Logo atrás do Museu, encontrei o Castelo de Loulé. Este edifício mourisco foi reconstruído durante o século XIII como fortaleza e é agora um dos principais destaques da cidade. O assentamento original remonta ao século II aC, quando foi ocupado pelos romanos. Hoje, parte das muralhas do Castelo estão integradas em alguns edifícios locais ao redor da área. No topo de uma das torres, a bandeira portuguesa ergue-se de um poste branco, balançando suavemente ao vento.

Continuei o meu passeio pela cidade e passei pela Igreja de S. Clemente. Em pé à sua frente, não pude deixar de admirar a sua geometria, a janela circular no meio e a porta em forma de triângulo. Atrás da Igreja, há também uma torre sineira cuja arquitetura é inspirada pelos minaretes muçulmanos. A Igreja em si foi estabelecida no século XIII e depois restaurada no século XVI. Muito parecida com a capela da Nossa Senhora da Conceição, esta Igreja também tem um retábulo de ouro na parte de trás da sala com algumas estatuetas.

De seguida, parei na Galeria Artcatto, uma das galerias de arte contemporânea de Loulé. Artcatto está geralmente aberta apenas durante a semana, mas pode solicitar uma visita ao sábado também, que foi o que fiz. A fundadora, Gillian Catto é um grande nome na cena artística de Londres, onde dirige a sua própria galeria há mais de três décadas. A viver agora no Algarve, Catto acolhe exposições com artistas nacionais e internacionais, atraindo muitos entusiastas da arte para a cidade.

Cansado da longa caminhada, sentei-me no Café Calcinha, um estabelecimento histórico da cidade de Loulé que testemunhou muitas gerações de residentes e forasteiros. O poeta António Aleixo foi um dos clientes frequentes do café e foi aqui que escreveu vários dos seus poemas. Sentei-me junto à sua estátua no exterior e desfrutei da minha segunda chávena de café acompanhada por um doce local chamado “folhado de Loulé”.

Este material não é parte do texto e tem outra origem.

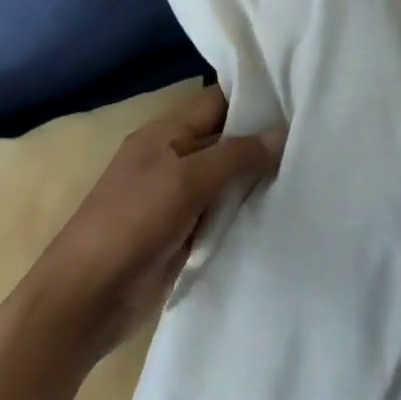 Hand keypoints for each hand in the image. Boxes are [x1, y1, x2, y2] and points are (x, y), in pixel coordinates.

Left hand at [31, 86, 282, 356]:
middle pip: (225, 140)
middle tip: (314, 140)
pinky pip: (222, 214)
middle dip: (262, 141)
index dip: (254, 99)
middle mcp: (173, 159)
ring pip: (227, 179)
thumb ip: (235, 155)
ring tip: (309, 172)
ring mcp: (178, 199)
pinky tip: (281, 211)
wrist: (85, 300)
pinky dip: (245, 212)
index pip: (217, 102)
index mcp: (165, 134)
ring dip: (257, 180)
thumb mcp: (186, 180)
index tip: (299, 100)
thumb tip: (281, 133)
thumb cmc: (131, 223)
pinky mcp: (184, 234)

Saí do café e fui até ao Parque Municipal de Loulé, ainda antes do pôr do sol. O parque está aberto 24 horas por dia, tornando-se o local perfeito para um passeio noturno. Tem uma área para piqueniques, mini-golfe, um parque infantil e um circuito de caminhada de cerca de 800 mt. Encontrei um banco livre debaixo de uma copa de árvores e sentei-me a ler um livro até as luzes da rua se acenderem, como se estivessem a anunciar a hora do jantar.

Levantei-me e fui direto ao Artigo Três, um moderno restaurante japonês situado ao lado do mercado de Loulé. Hiroshi e Shogo são os rostos por detrás deste bar de sushi tradicional que abriu no início de 2017. Quando decidiram abrir um restaurante na Europa, a sua principal preocupação era ter o melhor peixe fresco e foi por isso que se estabeleceram em Loulé. O mercado local é uma incrível fonte de peixe fresco e marisco, ingredientes essenciais da culinária japonesa.

O menu do Artigo Três é pequeno, mas compensa em relação à qualidade dos ingredientes oferecidos. Começando com uma deliciosa sopa de missô e seguindo para o sushi e o sashimi que são sempre acompanhados de gengibre e wasabi feito na hora. Se se sentar perto do bar, poderá observar o chef a preparar essas peças deliciosas e totalmente frescas, antes de serem cuidadosamente colocadas em cima de um quadro negro. Comi devagar, saboreando cada peça de peixe e arroz até não haver mais nada para degustar. Terminei a minha última gota de cerveja, paguei a conta e voltei para o hotel.